▶

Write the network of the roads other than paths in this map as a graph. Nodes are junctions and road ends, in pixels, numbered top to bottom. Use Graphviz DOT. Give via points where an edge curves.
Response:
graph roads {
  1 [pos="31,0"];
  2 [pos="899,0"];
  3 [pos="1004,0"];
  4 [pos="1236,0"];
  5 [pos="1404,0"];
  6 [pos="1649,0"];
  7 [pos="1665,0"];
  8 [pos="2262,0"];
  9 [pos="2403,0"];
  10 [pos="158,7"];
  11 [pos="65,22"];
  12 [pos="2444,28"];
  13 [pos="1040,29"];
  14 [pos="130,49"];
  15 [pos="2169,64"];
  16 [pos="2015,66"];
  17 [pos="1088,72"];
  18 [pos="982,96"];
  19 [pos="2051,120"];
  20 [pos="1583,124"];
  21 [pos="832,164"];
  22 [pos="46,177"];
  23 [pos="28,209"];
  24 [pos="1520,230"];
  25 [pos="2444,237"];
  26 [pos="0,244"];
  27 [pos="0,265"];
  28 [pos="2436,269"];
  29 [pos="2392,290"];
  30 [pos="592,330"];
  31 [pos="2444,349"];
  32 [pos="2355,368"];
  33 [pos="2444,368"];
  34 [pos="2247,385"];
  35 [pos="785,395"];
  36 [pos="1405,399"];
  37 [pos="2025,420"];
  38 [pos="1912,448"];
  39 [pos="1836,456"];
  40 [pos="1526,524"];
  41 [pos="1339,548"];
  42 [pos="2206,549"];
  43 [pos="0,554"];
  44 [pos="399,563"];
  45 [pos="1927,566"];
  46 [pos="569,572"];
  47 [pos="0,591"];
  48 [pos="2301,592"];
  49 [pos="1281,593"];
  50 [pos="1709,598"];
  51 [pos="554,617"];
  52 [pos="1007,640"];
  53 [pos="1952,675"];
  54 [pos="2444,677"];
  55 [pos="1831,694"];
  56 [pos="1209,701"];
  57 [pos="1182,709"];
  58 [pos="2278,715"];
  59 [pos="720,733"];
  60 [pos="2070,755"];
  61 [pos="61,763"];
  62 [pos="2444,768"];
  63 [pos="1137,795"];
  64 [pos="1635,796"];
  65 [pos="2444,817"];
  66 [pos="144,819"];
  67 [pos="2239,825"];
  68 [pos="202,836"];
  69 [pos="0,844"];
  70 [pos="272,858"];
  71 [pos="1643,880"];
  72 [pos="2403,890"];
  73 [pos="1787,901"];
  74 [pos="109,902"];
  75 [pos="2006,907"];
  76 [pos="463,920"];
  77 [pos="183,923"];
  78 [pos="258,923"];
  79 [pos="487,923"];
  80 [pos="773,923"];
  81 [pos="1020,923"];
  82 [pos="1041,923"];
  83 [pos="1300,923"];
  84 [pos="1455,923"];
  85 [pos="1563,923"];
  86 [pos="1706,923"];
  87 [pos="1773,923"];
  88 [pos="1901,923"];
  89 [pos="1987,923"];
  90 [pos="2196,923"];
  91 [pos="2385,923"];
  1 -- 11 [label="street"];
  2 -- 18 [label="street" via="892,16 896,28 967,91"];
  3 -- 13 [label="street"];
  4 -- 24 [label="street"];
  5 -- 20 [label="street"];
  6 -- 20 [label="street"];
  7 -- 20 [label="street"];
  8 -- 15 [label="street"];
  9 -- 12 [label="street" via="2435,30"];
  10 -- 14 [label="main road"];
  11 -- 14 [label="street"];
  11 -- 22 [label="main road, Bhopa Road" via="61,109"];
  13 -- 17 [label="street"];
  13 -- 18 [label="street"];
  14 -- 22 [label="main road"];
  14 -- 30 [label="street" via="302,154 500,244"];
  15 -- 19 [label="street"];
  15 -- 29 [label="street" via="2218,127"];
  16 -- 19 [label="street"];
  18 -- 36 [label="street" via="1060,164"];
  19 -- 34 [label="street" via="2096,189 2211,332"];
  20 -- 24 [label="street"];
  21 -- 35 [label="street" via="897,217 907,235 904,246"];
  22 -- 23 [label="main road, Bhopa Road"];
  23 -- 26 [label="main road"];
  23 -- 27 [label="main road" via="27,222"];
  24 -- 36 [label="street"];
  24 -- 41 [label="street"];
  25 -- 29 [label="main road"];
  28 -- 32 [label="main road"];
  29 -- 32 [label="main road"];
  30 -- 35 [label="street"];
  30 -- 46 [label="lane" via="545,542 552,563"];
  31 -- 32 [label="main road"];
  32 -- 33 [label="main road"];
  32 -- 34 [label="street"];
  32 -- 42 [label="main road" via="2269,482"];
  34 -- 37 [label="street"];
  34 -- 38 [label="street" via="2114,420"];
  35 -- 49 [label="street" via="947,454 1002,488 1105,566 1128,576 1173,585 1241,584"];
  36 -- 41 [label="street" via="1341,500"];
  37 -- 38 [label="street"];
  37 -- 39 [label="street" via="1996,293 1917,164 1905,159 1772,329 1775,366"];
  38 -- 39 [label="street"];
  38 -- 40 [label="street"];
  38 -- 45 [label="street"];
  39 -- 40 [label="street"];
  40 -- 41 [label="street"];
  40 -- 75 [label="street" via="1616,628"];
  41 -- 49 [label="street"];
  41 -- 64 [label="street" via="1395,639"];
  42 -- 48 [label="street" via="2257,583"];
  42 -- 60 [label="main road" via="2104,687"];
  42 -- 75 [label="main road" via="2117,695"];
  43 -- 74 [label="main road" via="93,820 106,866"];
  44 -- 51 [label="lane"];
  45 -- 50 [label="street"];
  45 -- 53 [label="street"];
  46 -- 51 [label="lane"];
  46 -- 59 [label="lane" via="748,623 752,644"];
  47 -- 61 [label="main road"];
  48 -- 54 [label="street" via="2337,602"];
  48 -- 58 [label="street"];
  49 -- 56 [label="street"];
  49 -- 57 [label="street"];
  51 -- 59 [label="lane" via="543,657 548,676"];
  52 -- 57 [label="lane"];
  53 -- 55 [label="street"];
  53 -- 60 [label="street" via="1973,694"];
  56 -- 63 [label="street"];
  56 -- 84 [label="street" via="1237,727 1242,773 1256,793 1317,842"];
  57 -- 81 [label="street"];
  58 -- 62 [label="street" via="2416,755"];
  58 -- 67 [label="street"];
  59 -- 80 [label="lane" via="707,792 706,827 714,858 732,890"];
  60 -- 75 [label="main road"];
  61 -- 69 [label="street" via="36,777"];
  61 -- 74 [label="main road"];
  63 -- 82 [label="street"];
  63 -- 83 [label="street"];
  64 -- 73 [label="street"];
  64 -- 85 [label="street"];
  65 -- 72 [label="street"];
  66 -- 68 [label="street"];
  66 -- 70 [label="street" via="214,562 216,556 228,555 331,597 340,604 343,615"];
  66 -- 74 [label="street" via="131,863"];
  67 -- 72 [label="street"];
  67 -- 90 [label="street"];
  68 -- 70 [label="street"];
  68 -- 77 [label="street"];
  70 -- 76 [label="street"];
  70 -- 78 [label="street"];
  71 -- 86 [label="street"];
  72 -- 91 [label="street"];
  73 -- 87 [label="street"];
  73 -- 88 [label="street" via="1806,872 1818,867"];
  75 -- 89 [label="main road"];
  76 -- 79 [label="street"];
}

◀

* [Assignment]
Your task is to copy each line of the entries that includes the word "graph".

* [Solution to the problem]
Write the network of the roads other than paths in this map as a graph. Nodes are junctions and road ends, in pixels, numbered top to bottom. Use Graphviz DOT. Give via points where an edge curves.
graph roads {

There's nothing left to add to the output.